## Assignment
Without further comment, state how many lines in the listing below contain the word "JSON".

## Source data
%%

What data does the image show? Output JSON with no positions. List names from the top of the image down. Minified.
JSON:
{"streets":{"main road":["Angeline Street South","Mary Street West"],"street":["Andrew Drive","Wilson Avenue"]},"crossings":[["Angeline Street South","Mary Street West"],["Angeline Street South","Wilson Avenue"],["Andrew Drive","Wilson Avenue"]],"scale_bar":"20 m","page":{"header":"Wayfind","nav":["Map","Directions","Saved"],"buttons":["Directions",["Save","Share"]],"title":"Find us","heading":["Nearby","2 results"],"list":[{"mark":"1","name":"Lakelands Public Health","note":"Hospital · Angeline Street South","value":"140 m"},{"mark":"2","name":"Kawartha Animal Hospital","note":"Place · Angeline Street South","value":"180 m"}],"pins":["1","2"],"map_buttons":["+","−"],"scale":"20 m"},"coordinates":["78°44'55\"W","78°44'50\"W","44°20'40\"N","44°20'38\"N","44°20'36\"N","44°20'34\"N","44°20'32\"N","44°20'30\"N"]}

%%

## Response to this task
2